__Activity__: Transcribe the entries below exactly; leave every image out.

Dataset entries:
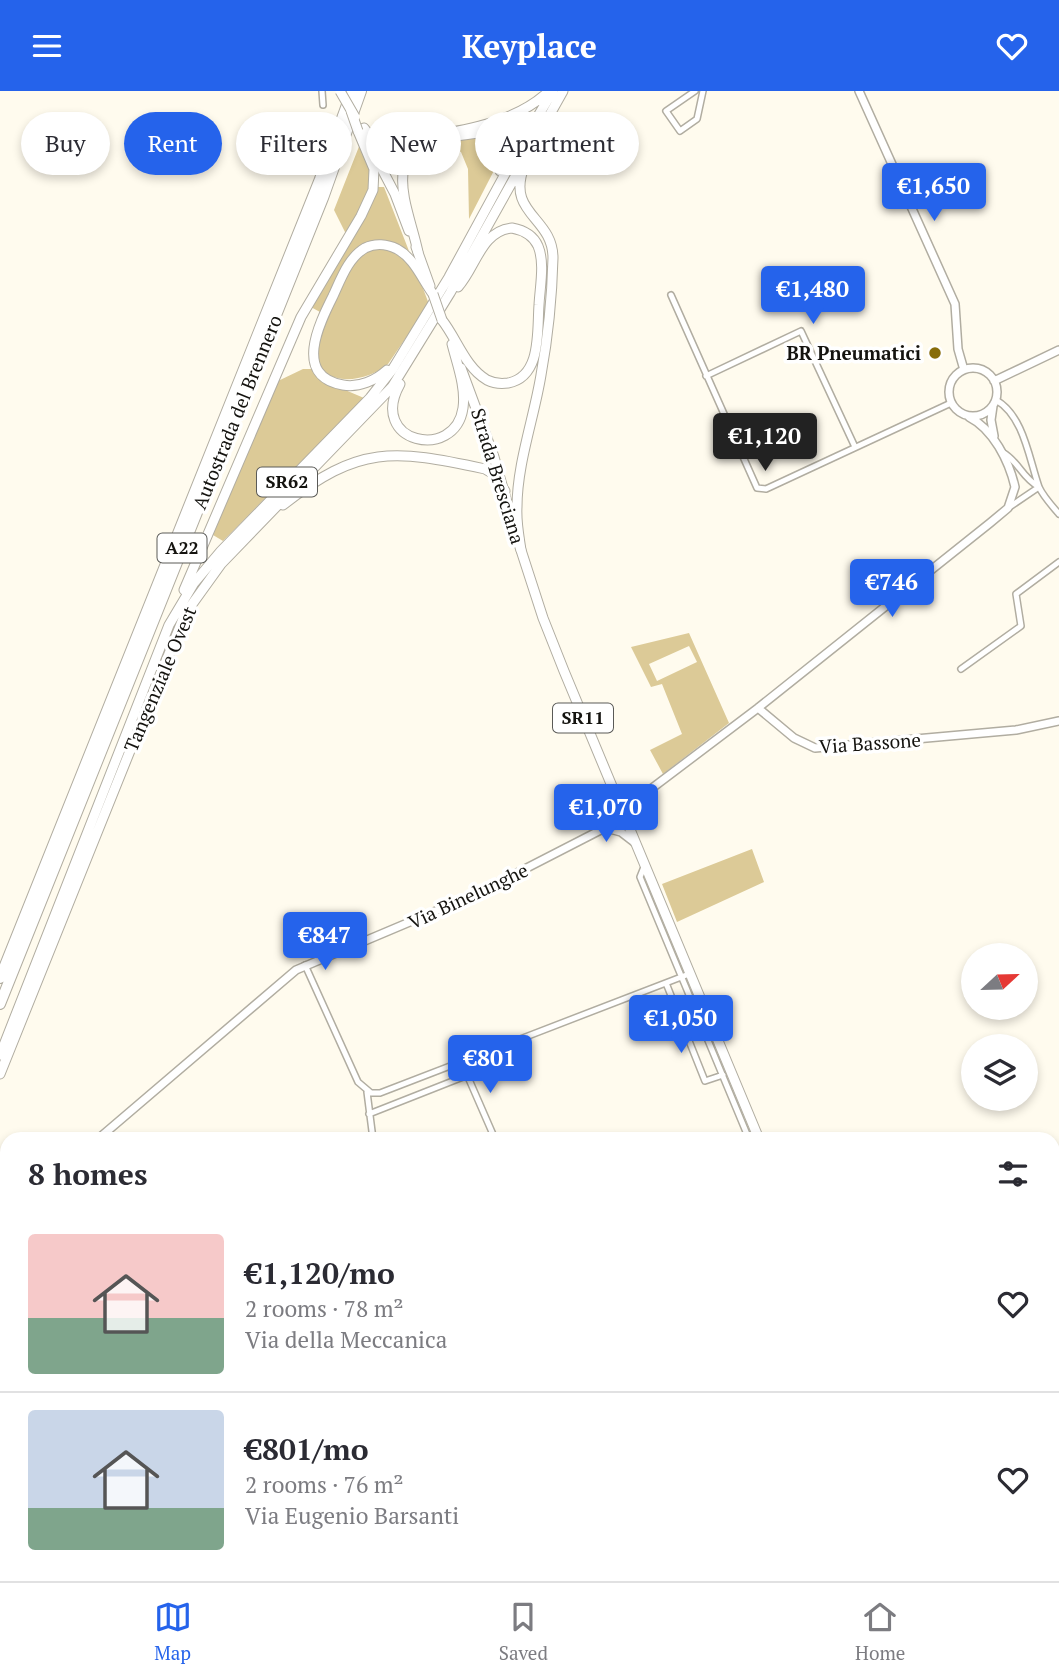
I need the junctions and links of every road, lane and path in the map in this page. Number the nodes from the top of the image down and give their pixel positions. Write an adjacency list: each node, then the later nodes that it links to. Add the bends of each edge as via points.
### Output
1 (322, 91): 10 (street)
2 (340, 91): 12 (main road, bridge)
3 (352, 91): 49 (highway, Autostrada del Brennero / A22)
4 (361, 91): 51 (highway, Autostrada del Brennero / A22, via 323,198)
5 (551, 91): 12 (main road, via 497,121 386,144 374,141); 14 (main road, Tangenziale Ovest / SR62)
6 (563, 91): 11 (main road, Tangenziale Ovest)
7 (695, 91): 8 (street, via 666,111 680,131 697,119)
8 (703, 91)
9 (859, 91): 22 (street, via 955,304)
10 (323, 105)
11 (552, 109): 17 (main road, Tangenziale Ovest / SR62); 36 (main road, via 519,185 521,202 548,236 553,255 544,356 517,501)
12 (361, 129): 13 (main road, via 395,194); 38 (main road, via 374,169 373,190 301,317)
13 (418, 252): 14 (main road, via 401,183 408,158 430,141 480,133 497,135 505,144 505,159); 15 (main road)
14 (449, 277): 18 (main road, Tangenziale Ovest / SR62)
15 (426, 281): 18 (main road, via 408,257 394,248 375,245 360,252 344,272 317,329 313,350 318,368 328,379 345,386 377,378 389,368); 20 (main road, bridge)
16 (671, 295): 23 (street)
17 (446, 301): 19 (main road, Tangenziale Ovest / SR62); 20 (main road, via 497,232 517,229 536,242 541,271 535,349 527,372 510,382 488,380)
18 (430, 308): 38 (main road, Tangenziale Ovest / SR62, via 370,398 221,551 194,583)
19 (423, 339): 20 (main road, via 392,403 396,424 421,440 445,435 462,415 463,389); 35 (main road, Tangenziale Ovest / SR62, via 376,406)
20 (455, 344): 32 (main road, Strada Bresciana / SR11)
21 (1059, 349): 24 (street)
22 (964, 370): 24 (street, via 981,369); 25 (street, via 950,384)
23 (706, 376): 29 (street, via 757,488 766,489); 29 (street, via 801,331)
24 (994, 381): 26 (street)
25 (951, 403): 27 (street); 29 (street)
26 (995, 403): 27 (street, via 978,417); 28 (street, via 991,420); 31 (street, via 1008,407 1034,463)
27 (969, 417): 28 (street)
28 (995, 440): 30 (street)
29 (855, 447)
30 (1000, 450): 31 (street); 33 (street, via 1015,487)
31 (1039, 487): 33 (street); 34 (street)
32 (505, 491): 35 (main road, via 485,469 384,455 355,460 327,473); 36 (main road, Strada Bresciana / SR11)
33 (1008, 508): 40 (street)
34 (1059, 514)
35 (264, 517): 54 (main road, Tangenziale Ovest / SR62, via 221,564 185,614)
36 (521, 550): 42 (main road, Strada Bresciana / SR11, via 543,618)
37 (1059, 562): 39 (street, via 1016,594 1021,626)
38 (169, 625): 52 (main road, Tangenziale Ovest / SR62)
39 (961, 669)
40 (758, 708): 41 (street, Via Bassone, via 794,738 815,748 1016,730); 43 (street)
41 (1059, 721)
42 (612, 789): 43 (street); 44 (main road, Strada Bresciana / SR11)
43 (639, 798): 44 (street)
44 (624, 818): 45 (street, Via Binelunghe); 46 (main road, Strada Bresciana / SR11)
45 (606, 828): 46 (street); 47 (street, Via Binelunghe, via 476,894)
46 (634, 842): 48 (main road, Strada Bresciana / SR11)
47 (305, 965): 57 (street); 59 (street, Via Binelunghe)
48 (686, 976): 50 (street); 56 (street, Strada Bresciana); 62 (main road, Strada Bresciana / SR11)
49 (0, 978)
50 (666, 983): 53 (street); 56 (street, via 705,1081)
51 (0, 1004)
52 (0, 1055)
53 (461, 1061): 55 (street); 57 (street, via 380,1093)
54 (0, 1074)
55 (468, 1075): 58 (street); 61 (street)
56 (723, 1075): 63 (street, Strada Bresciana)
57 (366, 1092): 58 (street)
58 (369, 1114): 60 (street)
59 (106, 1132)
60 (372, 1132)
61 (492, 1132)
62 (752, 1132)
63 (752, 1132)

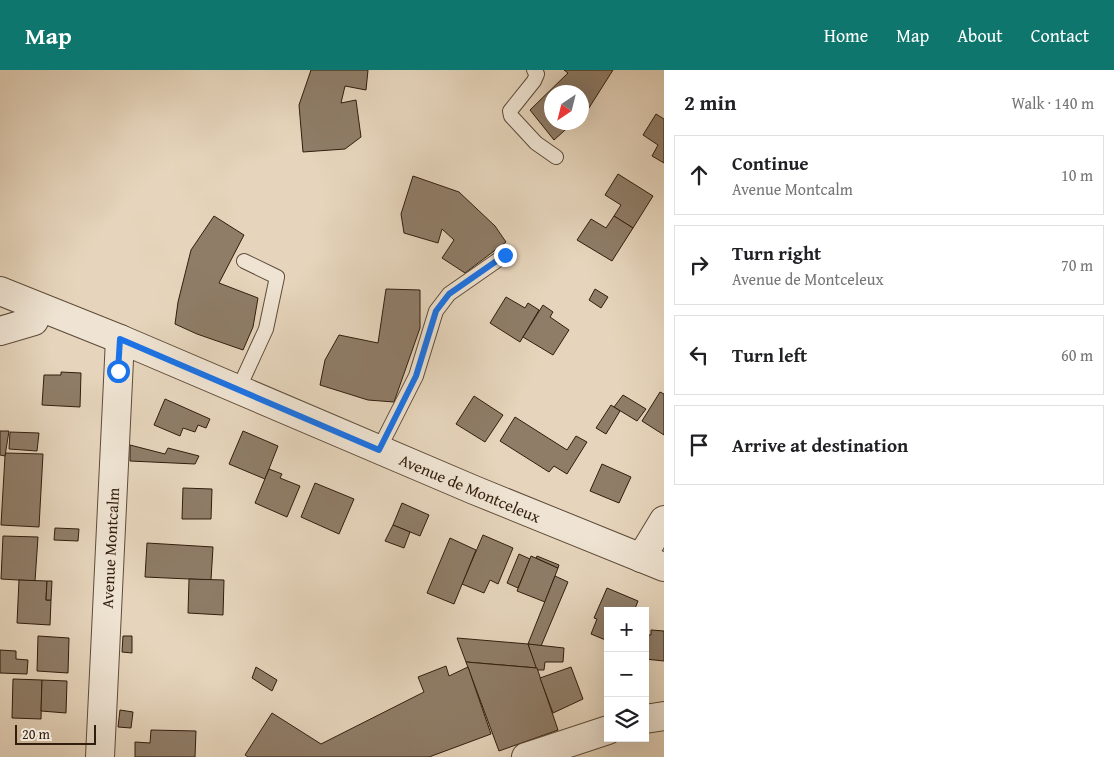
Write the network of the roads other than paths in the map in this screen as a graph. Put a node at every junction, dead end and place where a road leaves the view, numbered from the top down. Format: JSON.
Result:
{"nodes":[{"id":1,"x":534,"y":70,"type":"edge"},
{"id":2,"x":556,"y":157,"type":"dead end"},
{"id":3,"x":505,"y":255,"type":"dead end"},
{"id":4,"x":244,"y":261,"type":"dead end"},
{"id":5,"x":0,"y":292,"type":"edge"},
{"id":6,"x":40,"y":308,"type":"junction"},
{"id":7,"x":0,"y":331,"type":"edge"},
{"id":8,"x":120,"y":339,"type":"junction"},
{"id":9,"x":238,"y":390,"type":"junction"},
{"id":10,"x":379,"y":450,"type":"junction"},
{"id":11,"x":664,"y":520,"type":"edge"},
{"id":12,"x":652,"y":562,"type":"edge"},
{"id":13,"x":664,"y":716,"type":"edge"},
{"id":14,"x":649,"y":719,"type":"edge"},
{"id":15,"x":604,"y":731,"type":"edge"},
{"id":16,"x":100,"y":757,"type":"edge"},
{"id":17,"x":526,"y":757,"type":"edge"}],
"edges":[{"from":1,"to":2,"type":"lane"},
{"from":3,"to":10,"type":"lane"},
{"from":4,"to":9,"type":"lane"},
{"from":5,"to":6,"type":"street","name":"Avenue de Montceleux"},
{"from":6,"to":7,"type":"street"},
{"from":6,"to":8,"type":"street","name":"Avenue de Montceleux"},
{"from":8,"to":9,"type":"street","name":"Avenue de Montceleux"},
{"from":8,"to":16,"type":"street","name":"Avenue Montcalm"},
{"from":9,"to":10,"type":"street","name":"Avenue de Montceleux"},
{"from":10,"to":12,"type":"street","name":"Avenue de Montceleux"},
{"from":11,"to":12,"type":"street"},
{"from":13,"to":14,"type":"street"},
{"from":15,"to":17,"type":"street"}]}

__Exercise result__:
I need the junctions and links of every road, lane and path in the map in this page. Number the nodes from the top of the image down and give their pixel positions. Write an adjacency list: each node, then the later nodes that it links to. Add the bends of each edge as via points.
### Output
1 (322, 91): 10 (street)
2 (340, 91): 12 (main road, bridge)
3 (352, 91): 49 (highway, Autostrada del Brennero / A22)
4 (361, 91): 51 (highway, Autostrada del Brennero / A22, via 323,198)
5 (551, 91): 12 (main road, via 497,121 386,144 374,141); 14 (main road, Tangenziale Ovest / SR62)
6 (563, 91): 11 (main road, Tangenziale Ovest)
7 (695, 91): 8 (street, via 666,111 680,131 697,119)
8 (703, 91)
9 (859, 91): 22 (street, via 955,304)
10 (323, 105)
11 (552, 109): 17 (main road, Tangenziale Ovest / SR62); 36 (main road, via 519,185 521,202 548,236 553,255 544,356 517,501)
12 (361, 129): 13 (main road, via 395,194); 38 (main road, via 374,169 373,190 301,317)
13 (418, 252): 14 (main road, via 401,183 408,158 430,141 480,133 497,135 505,144 505,159); 15 (main road)
14 (449, 277): 18 (main road, Tangenziale Ovest / SR62)
15 (426, 281): 18 (main road, via 408,257 394,248 375,245 360,252 344,272 317,329 313,350 318,368 328,379 345,386 377,378 389,368); 20 (main road, bridge)
16 (671, 295): 23 (street)
17 (446, 301): 19 (main road, Tangenziale Ovest / SR62); 20 (main road, via 497,232 517,229 536,242 541,271 535,349 527,372 510,382 488,380)
18 (430, 308): 38 (main road, Tangenziale Ovest / SR62, via 370,398 221,551 194,583)
19 (423, 339): 20 (main road, via 392,403 396,424 421,440 445,435 462,415 463,389); 35 (main road, Tangenziale Ovest / SR62, via 376,406)
20 (455, 344): 32 (main road, Strada Bresciana / SR11)
21 (1059, 349): 24 (street)
22 (964, 370): 24 (street, via 981,369); 25 (street, via 950,384)
23 (706, 376): 29 (street, via 757,488 766,489); 29 (street, via 801,331)
24 (994, 381): 26 (street)
25 (951, 403): 27 (street); 29 (street)
26 (995, 403): 27 (street, via 978,417); 28 (street, via 991,420); 31 (street, via 1008,407 1034,463)
27 (969, 417): 28 (street)
28 (995, 440): 30 (street)
29 (855, 447)
30 (1000, 450): 31 (street); 33 (street, via 1015,487)
31 (1039, 487): 33 (street); 34 (street)
32 (505, 491): 35 (main road, via 485,469 384,455 355,460 327,473); 36 (main road, Strada Bresciana / SR11)
33 (1008, 508): 40 (street)
34 (1059, 514)
35 (264, 517): 54 (main road, Tangenziale Ovest / SR62, via 221,564 185,614)
36 (521, 550): 42 (main road, Strada Bresciana / SR11, via 543,618)
37 (1059, 562): 39 (street, via 1016,594 1021,626)
38 (169, 625): 52 (main road, Tangenziale Ovest / SR62)
39 (961, 669)
40 (758, 708): 41 (street, Via Bassone, via 794,738 815,748 1016,730); 43 (street)
41 (1059, 721)
42 (612, 789): 43 (street); 44 (main road, Strada Bresciana / SR11)
43 (639, 798): 44 (street)
44 (624, 818): 45 (street, Via Binelunghe); 46 (main road, Strada Bresciana / SR11)
45 (606, 828): 46 (street); 47 (street, Via Binelunghe, via 476,894)
46 (634, 842): 48 (main road, Strada Bresciana / SR11)
47 (305, 965): 57 (street); 59 (street, Via Binelunghe)
48 (686, 976): 50 (street); 56 (street, Strada Bresciana); 62 (main road, Strada Bresciana / SR11)
49 (0, 978)
50 (666, 983): 53 (street); 56 (street, via 705,1081)
51 (0, 1004)
52 (0, 1055)
53 (461, 1061): 55 (street); 57 (street, via 380,1093)
54 (0, 1074)
55 (468, 1075): 58 (street); 61 (street)
56 (723, 1075): 63 (street, Strada Bresciana)
57 (366, 1092): 58 (street)
58 (369, 1114): 60 (street)
59 (106, 1132)
60 (372, 1132)
61 (492, 1132)
62 (752, 1132)
63 (752, 1132)

Write the network of the roads other than paths in the map in this screen as a graph. Put a node at every junction, dead end and place where a road leaves the view, numbered from the top down. Format: JSON.
Result:
{"nodes":[{"id":1,"x":534,"y":70,"type":"edge"},
{"id":2,"x":556,"y":157,"type":"dead end"},
{"id":3,"x":505,"y":255,"type":"dead end"},
{"id":4,"x":244,"y":261,"type":"dead end"},
{"id":5,"x":0,"y":292,"type":"edge"},
{"id":6,"x":40,"y":308,"type":"junction"},
{"id":7,"x":0,"y":331,"type":"edge"},
{"id":8,"x":120,"y":339,"type":"junction"},
{"id":9,"x":238,"y":390,"type":"junction"},
{"id":10,"x":379,"y":450,"type":"junction"},
{"id":11,"x":664,"y":520,"type":"edge"},
{"id":12,"x":652,"y":562,"type":"edge"},
{"id":13,"x":664,"y":716,"type":"edge"},
{"id":14,"x":649,"y":719,"type":"edge"},
{"id":15,"x":604,"y":731,"type":"edge"},
{"id":16,"x":100,"y":757,"type":"edge"},
{"id":17,"x":526,"y":757,"type":"edge"}],
"edges":[{"from":1,"to":2,"type":"lane"},
{"from":3,"to":10,"type":"lane"},
{"from":4,"to":9,"type":"lane"},
{"from":5,"to":6,"type":"street","name":"Avenue de Montceleux"},
{"from":6,"to":7,"type":"street"},
{"from":6,"to":8,"type":"street","name":"Avenue de Montceleux"},
{"from":8,"to":9,"type":"street","name":"Avenue de Montceleux"},
{"from":8,"to":16,"type":"street","name":"Avenue Montcalm"},
{"from":9,"to":10,"type":"street","name":"Avenue de Montceleux"},
{"from":10,"to":12,"type":"street","name":"Avenue de Montceleux"},
{"from":11,"to":12,"type":"street"},
{"from":13,"to":14,"type":"street"},
{"from":15,"to":17,"type":"street"}]}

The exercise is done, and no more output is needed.